Yes, every poet is a fool,
By demonstration Ned can show it;
Happy, could Ned’s inverted rule
Prove every fool to be a poet.

Here fool is the genus, and poet the species; and the very point of the epigram rests upon the axiom, I have just laid down, that the species proves the genus; but that the genus is better in argument to exclude, than to prove the species.

 Antecedents, consequents, and adjuncts are circumstances attendant upon the principal point, in the several relations of past, future, and present time. The application of these topics is most common in arguments at law, upon questions of fact; and are there practised [sic] in form of comment upon what is called circumstal1tial evidence.
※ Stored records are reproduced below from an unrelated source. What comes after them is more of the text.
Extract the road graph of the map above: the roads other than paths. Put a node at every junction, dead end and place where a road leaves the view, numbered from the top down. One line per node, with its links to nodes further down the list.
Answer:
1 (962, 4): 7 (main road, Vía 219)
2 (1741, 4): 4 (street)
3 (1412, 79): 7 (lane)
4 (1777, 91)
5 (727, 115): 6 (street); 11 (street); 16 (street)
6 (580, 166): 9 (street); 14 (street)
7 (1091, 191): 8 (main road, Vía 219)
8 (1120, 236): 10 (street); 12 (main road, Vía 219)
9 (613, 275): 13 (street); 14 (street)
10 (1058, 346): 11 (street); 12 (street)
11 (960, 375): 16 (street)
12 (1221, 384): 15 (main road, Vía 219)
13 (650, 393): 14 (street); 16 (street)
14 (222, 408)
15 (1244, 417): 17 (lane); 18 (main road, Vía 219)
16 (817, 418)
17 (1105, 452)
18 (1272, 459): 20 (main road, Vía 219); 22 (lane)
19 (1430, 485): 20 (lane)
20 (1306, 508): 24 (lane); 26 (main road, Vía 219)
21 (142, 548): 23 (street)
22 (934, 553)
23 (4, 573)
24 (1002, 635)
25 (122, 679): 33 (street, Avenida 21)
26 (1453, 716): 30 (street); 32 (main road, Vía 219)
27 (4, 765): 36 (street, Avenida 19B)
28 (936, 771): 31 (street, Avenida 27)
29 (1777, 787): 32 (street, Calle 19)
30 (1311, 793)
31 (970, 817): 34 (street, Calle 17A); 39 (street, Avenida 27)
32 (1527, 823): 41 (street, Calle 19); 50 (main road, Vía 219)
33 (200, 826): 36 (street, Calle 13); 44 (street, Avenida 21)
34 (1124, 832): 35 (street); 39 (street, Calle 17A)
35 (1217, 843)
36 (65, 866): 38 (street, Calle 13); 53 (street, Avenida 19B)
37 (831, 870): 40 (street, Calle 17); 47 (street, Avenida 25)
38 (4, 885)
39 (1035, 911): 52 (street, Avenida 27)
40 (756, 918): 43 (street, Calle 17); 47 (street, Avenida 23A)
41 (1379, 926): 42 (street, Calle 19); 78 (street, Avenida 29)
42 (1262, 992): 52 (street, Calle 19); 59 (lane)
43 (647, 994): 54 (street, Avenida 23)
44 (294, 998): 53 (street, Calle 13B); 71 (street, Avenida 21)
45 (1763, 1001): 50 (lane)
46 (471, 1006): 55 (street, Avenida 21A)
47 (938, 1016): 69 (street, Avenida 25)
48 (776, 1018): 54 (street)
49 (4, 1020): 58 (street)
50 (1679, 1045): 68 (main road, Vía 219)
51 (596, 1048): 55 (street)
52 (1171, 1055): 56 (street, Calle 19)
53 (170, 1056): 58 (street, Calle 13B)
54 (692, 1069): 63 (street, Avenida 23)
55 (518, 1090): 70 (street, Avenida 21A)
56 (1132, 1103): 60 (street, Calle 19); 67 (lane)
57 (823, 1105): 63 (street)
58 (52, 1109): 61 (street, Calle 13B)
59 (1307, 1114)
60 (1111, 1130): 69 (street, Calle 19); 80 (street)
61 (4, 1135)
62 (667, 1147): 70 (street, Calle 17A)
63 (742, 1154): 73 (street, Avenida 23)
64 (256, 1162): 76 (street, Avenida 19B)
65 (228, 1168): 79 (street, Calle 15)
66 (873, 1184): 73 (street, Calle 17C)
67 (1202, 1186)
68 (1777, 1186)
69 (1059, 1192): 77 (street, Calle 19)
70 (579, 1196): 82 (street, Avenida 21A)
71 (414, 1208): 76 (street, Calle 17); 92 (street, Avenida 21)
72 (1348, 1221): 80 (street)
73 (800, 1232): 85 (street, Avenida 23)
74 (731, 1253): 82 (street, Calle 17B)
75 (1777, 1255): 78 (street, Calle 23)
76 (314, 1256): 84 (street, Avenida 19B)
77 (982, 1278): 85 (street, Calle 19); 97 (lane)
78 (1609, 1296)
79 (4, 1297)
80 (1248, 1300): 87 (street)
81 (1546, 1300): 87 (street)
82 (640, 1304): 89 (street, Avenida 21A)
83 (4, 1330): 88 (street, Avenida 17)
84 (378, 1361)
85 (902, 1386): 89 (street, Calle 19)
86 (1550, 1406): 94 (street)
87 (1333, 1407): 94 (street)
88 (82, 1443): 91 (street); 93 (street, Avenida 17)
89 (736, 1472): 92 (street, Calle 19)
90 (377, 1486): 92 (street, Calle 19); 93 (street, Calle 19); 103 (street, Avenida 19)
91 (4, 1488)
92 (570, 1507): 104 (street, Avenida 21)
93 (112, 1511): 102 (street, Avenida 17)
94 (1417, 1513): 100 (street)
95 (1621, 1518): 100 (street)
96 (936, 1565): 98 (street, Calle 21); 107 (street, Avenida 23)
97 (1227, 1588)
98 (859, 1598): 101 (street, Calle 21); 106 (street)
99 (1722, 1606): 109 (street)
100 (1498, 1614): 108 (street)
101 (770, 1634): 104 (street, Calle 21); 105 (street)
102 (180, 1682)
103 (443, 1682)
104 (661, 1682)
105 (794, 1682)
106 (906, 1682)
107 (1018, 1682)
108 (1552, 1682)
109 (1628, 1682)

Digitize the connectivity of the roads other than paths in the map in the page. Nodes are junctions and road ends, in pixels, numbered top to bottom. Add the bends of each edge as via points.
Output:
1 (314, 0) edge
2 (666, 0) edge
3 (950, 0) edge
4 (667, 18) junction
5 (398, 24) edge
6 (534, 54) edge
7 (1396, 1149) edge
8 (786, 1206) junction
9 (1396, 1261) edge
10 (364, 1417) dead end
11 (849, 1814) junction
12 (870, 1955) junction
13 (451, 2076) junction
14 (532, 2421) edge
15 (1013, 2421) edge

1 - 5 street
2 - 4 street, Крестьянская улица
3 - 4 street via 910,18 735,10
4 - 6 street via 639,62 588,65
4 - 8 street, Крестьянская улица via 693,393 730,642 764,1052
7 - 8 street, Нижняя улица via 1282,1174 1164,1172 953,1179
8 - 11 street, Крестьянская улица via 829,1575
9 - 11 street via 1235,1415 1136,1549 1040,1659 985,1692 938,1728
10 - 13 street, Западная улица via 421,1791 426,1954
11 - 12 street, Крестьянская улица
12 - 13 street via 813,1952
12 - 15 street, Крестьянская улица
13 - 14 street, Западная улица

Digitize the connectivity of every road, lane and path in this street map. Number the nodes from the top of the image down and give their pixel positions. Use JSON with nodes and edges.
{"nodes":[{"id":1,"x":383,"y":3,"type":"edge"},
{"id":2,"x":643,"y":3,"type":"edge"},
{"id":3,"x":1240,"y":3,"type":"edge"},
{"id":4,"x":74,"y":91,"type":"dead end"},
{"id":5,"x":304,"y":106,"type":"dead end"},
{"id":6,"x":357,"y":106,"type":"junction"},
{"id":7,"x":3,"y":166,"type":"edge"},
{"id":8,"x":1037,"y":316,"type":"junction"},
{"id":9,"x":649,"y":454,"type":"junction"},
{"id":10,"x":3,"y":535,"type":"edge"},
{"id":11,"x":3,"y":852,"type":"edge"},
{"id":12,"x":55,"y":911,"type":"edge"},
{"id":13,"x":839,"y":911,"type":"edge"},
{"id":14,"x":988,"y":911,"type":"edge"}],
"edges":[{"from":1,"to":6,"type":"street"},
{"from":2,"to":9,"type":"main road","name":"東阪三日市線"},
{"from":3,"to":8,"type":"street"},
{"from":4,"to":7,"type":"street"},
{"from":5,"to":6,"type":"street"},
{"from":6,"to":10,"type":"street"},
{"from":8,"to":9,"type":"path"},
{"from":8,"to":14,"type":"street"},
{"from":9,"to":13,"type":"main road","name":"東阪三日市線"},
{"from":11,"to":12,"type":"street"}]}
Antecedents and consequents are said by Cicero more properly to belong to logic, than to rhetoric; because they are necessary attendants upon the fact. But adjuncts are more peculiarly rhetorical topics; because mere contingencies, which leave large room for imagination and conjecture. The relation of antecedent and consequent is strongly marked in two lines of Shakspeare [sic].

She is a woman; therefore to be woo’d;
She is a woman; therefore to be won.

Implying, as characteristic of the female character, that a woman can neither be won without antecedent wooing; nor wooed without consequent winning. I do not vouch for the truth of the sentiment, but only adduce the passage, as an example where these topics are brought into the most pointed opposition.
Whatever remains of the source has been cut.